#### Your goal
For each line below that contains the word "Weblinger", make a copy.

[Collected data]
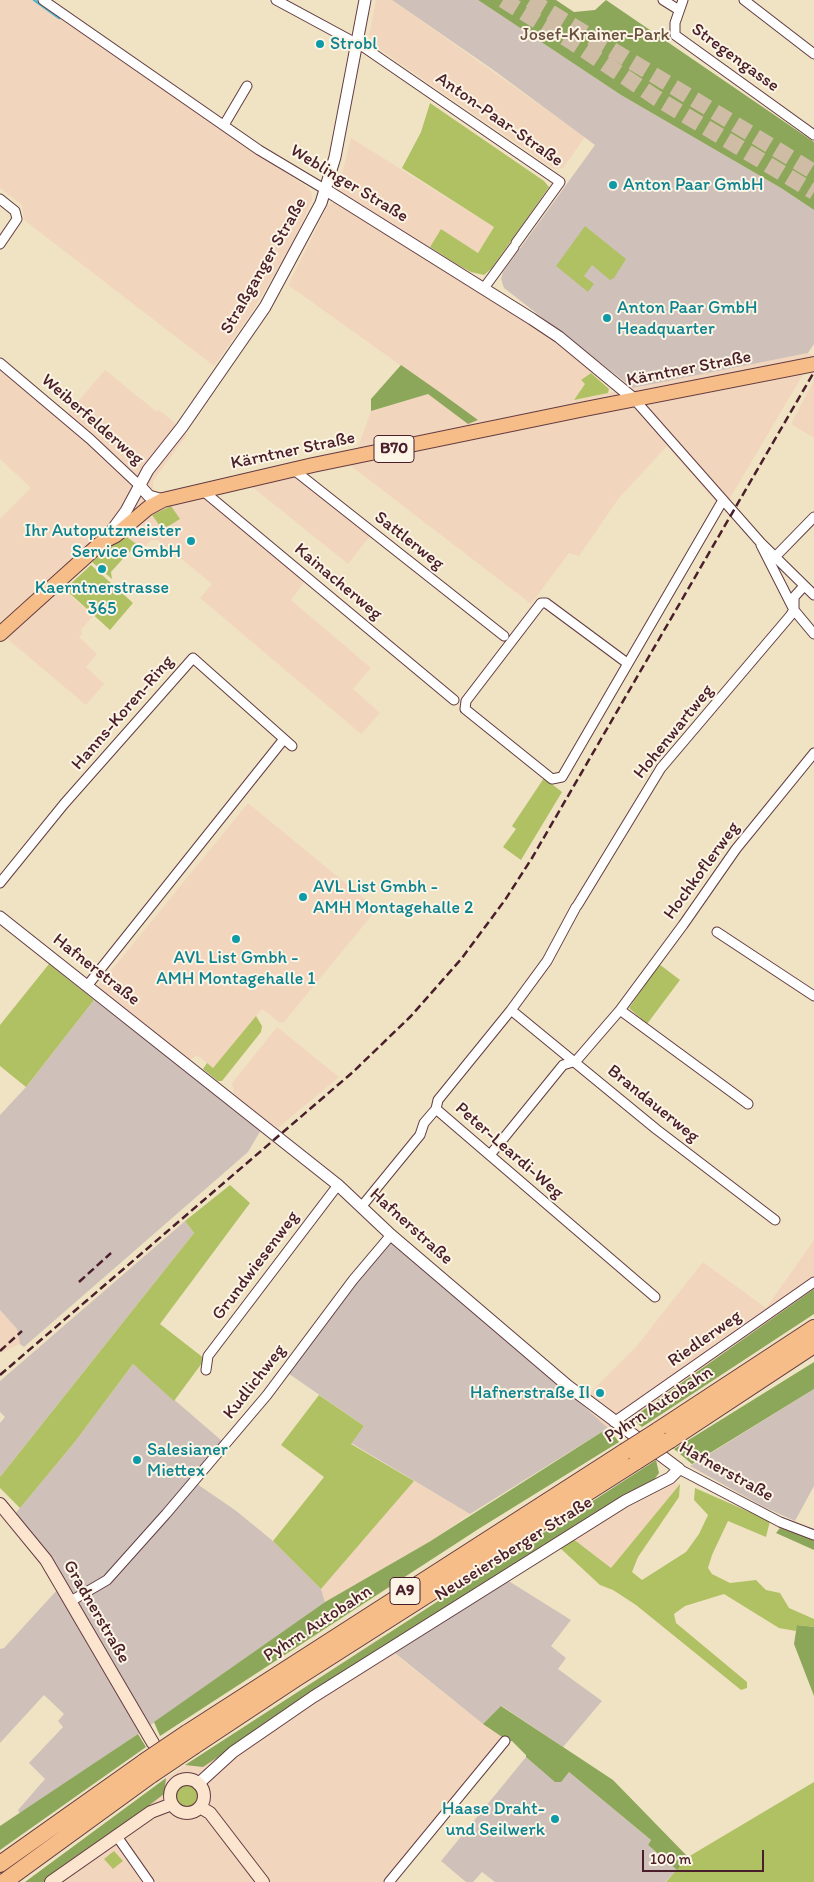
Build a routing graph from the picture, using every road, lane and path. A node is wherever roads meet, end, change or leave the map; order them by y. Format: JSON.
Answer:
{"nodes":[{"id":1,"x":43,"y":0,"type":"edge"},
{"id":2,"x":276,"y":0,"type":"edge"},
{"id":3,"x":365,"y":0,"type":"edge"},
{"id":4,"x":663,"y":0,"type":"edge"},
{"id":5,"x":683,"y":0,"type":"edge"},
{"id":6,"x":744,"y":0,"type":"edge"},
{"id":7,"x":679,"y":10,"type":"junction"},
{"id":8,"x":356,"y":43,"type":"junction"},
{"id":9,"x":814,"y":54,"type":"edge"},
{"id":10,"x":247,"y":86,"type":"dead end"},
{"id":11,"x":224,"y":125,"type":"junction"},
{"id":12,"x":814,"y":134,"type":"edge"},
{"id":13,"x":326,"y":190,"type":"junction"},
{"id":14,"x":0,"y":200,"type":"edge"},
{"id":15,"x":0,"y":244,"type":"edge"},
{"id":16,"x":484,"y":288,"type":"junction"},
{"id":17,"x":0,"y":363,"type":"edge"},
{"id":18,"x":814,"y":364,"type":"edge"},
{"id":19,"x":634,"y":399,"type":"junction"},
{"id":20,"x":294,"y":470,"type":"junction"},
{"id":21,"x":140,"y":486,"type":"junction"},
{"id":22,"x":202,"y":490,"type":"junction"},
{"id":23,"x":163,"y":500,"type":"junction"},
{"id":24,"x":723,"y":500,"type":"junction"},
{"id":25,"x":814,"y":517,"type":"edge"},
{"id":26,"x":102,"y":542,"type":"junction"},
{"id":27,"x":761,"y":543,"type":"junction"},
{"id":28,"x":775,"y":557,"type":"junction"},
{"id":29,"x":804,"y":586,"type":"junction"},
{"id":30,"x":814,"y":594,"type":"edge"},
{"id":31,"x":794,"y":610,"type":"junction"},
{"id":32,"x":0,"y":634,"type":"edge"},
{"id":33,"x":814,"y":634,"type":"edge"},
{"id":34,"x":504,"y":636,"type":"dead end"},
{"id":35,"x":627,"y":663,"type":"junction"},
{"id":36,"x":454,"y":700,"type":"dead end"},
{"id":37,"x":284,"y":739,"type":"junction"},
{"id":38,"x":292,"y":746,"type":"dead end"},
{"id":39,"x":814,"y":753,"type":"edge"},
{"id":40,"x":0,"y":883,"type":"edge"},
{"id":41,"x":0,"y":917,"type":"edge"},
{"id":42,"x":717,"y":932,"type":"dead end"},
{"id":43,"x":87,"y":986,"type":"junction"},
{"id":44,"x":814,"y":996,"type":"edge"},
{"id":45,"x":511,"y":1010,"type":"junction"},
{"id":46,"x":620,"y":1010,"type":"junction"},
{"id":47,"x":576,"y":1061,"type":"junction"},
{"id":48,"x":748,"y":1104,"type":"dead end"},
{"id":49,"x":436,"y":1109,"type":"junction"},
{"id":50,"x":490,"y":1155,"type":"junction"},
{"id":51,"x":338,"y":1185,"type":"junction"},
{"id":52,"x":362,"y":1206,"type":"junction"},
{"id":53,"x":775,"y":1220,"type":"dead end"},
{"id":54,"x":391,"y":1235,"type":"junction"},
{"id":55,"x":814,"y":1282,"type":"edge"},
{"id":56,"x":655,"y":1297,"type":"dead end"},
{"id":57,"x":814,"y":1328,"type":"edge"},
{"id":58,"x":814,"y":1345,"type":"edge"},
{"id":59,"x":206,"y":1370,"type":"dead end"},
{"id":60,"x":614,"y":1422,"type":"junction"},
{"id":61,"x":663,"y":1435,"type":"junction"},
{"id":62,"x":679,"y":1469,"type":"junction"},
{"id":63,"x":0,"y":1504,"type":"edge"},
{"id":64,"x":814,"y":1535,"type":"edge"},
{"id":65,"x":71,"y":1601,"type":"junction"},
{"id":66,"x":505,"y":1741,"type":"dead end"},
{"id":67,"x":153,"y":1743,"type":"dead end"},
{"id":68,"x":148,"y":1769,"type":"junction"},
{"id":69,"x":198,"y":1784,"type":"junction"},
{"id":70,"x":172,"y":1804,"type":"junction"},
{"id":71,"x":200,"y":1807,"type":"junction"},
{"id":72,"x":116,"y":1836,"type":"junction"},
{"id":73,"x":0,"y":1864,"type":"edge"},
{"id":74,"x":4,"y":1882,"type":"edge"},
{"id":75,"x":51,"y":1882,"type":"edge"},
{"id":76,"x":149,"y":1882,"type":"edge"},
{"id":77,"x":263,"y":1882,"type":"edge"},
{"id":78,"x":389,"y":1882,"type":"edge"}],
"edges":[{"from":1,"to":11,"type":"street","name":"Weblinger Straße"},
{"from":2,"to":8,"type":"street"},
{"from":3,"to":8,"type":"street","name":"Straßganger Straße"},
{"from":4,"to":7,"type":"street","name":"Stregengasse"},
{"from":5,"to":7,"type":"street"},
{"from":6,"to":9,"type":"street"},
{"from":7,"to":12,"type":"street","name":"Stregengasse"},
{"from":8,"to":13,"type":"street","name":"Straßganger Straße"},
{"from":8,"to":16,"type":"street","name":"Anton-Paar-Straße"},
{"from":10,"to":11,"type":"street"},
{"from":11,"to":13,"type":"street","name":"Weblinger Straße"},
{"from":13,"to":16,"type":"street","name":"Weblinger Straße"},
{"from":13,"to":21,"type":"street","name":"Straßganger Straße"},
{"from":14,"to":15,"type":"street"},
{"from":16,"to":19,"type":"street","name":"Weblinger Straße"},
{"from":17,"to":21,"type":"street","name":"Weiberfelderweg"},
{"from":18,"to":19,"type":"main road","name":"Kärntner Straße","number":"B70"},
{"from":19,"to":20,"type":"main road","name":"Kärntner Straße","number":"B70"},
{"from":19,"to":24,"type":"street"},
{"from":20,"to":22,"type":"main road","name":"Kärntner Straße","number":"B70"},
{"from":20,"to":34,"type":"street","name":"Sattlerweg"},
{"from":21,"to":23,"type":"street","name":"Weiberfelderweg"},
{"from":21,"to":26,"type":"street","name":"Straßganger Straße"},
{"from":22,"to":23,"type":"main road","name":"Kärntner Straße","number":"B70"},
{"from":22,"to":36,"type":"street","name":"Kainacherweg"},
{"from":23,"to":26,"type":"main road","name":"Kärntner Straße","number":"B70"},
{"from":24,"to":27,"type":"street"},
{"from":24,"to":35,"type":"street"},
{"from":25,"to":28,"type":"street"},
{"from":26,"to":32,"type":"main road","name":"Kärntner Straße","number":"B70"},
{"from":27,"to":28,"type":"street"},
{"from":27,"to":31,"type":"street"},
{"from":28,"to":29,"type":"street"},
{"from":29,"to":30,"type":"street"},
{"from":29,"to":31,"type":"street","name":"Hohenwartweg"},
{"from":31,"to":33,"type":"street"},
{"from":31,"to":45,"type":"street","name":"Hohenwartweg"},
{"from":35,"to":35,"type":"street"},
{"from":37,"to":38,"type":"street","name":"Hanns-Koren-Ring"},
{"from":37,"to":40,"type":"street","name":"Hanns-Koren-Ring"},
{"from":37,"to":43,"type":"street"},
{"from":39,"to":46,"type":"street","name":"Hochkoflerweg"},
{"from":41,"to":43,"type":"street","name":"Hafnerstraße"},
{"from":42,"to":44,"type":"street"},
{"from":43,"to":51,"type":"street","name":"Hafnerstraße"},
{"from":45,"to":47,"type":"street","name":"Brandauerweg"},
{"from":45,"to":49,"type":"street"},
{"from":46,"to":47,"type":"street","name":"Hochkoflerweg"},
{"from":46,"to":48,"type":"street"},
{"from":47,"to":50,"type":"street","name":"Hochkoflerweg"},
{"from":47,"to":53,"type":"street","name":"Brandauerweg"},
{"from":49,"to":50,"type":"street","name":"Peter-Leardi-Weg"},
{"from":49,"to":52,"type":"street","name":"Peter-Leardi-Weg"},
{"from":50,"to":56,"type":"street","name":"Peter-Leardi-Weg"},
{"from":51,"to":52,"type":"street","name":"Hafnerstraße"},
{"from":51,"to":59,"type":"street","name":"Grundwiesenweg"},
{"from":52,"to":54,"type":"street","name":"Hafnerstraße"},
{"from":54,"to":60,"type":"street","name":"Hafnerstraße"},
{"from":54,"to":65,"type":"street","name":"Kudlichweg"},
{"from":55,"to":60,"type":"street","name":"Riedlerweg"},
{"from":57,"to":61,"type":"highway","name":"Pyhrn Autobahn","number":"A9"},
{"from":58,"to":61,"type":"highway","name":"Pyhrn Autobahn","number":"A9"},
{"from":60,"to":62,"type":"street","name":"Hafnerstraße"},
{"from":61,"to":68,"type":"highway","name":"Pyhrn Autobahn","number":"A9","bridge":true},
{"from":62,"to":64,"type":"street","name":"Hafnerstraße"},
{"from":62,"to":69,"type":"street","name":"Neuseiersberger Straße"},
{"from":63,"to":65,"type":"main road","name":"Gradnerstraße"},
{"from":65,"to":67,"type":"main road","name":"Gradnerstraße"},
{"from":66,"to":78,"type":"street"},
{"from":68,"to":73,"type":"highway","name":"Pyhrn Autobahn","number":"A9"},
{"from":68,"to":74,"type":"highway","name":"Pyhrn Autobahn","number":"A9"},
{"from":69,"to":70,"type":"main road"},
{"from":69,"to":71,"type":"main road"},
{"from":70,"to":71,"type":"main road"},
{"from":70,"to":72,"type":"main road"},
{"from":71,"to":77,"type":"main road"},
{"from":72,"to":75,"type":"main road"},
{"from":72,"to":76,"type":"street"}]}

#### Exercise answer
"edges":[{"from":1,"to":11,"type":"street","name":"Weblinger Straße"},
{"from":11,"to":13,"type":"street","name":"Weblinger Straße"},
{"from":13,"to":16,"type":"street","name":"Weblinger Straße"},
{"from":16,"to":19,"type":"street","name":"Weblinger Straße"},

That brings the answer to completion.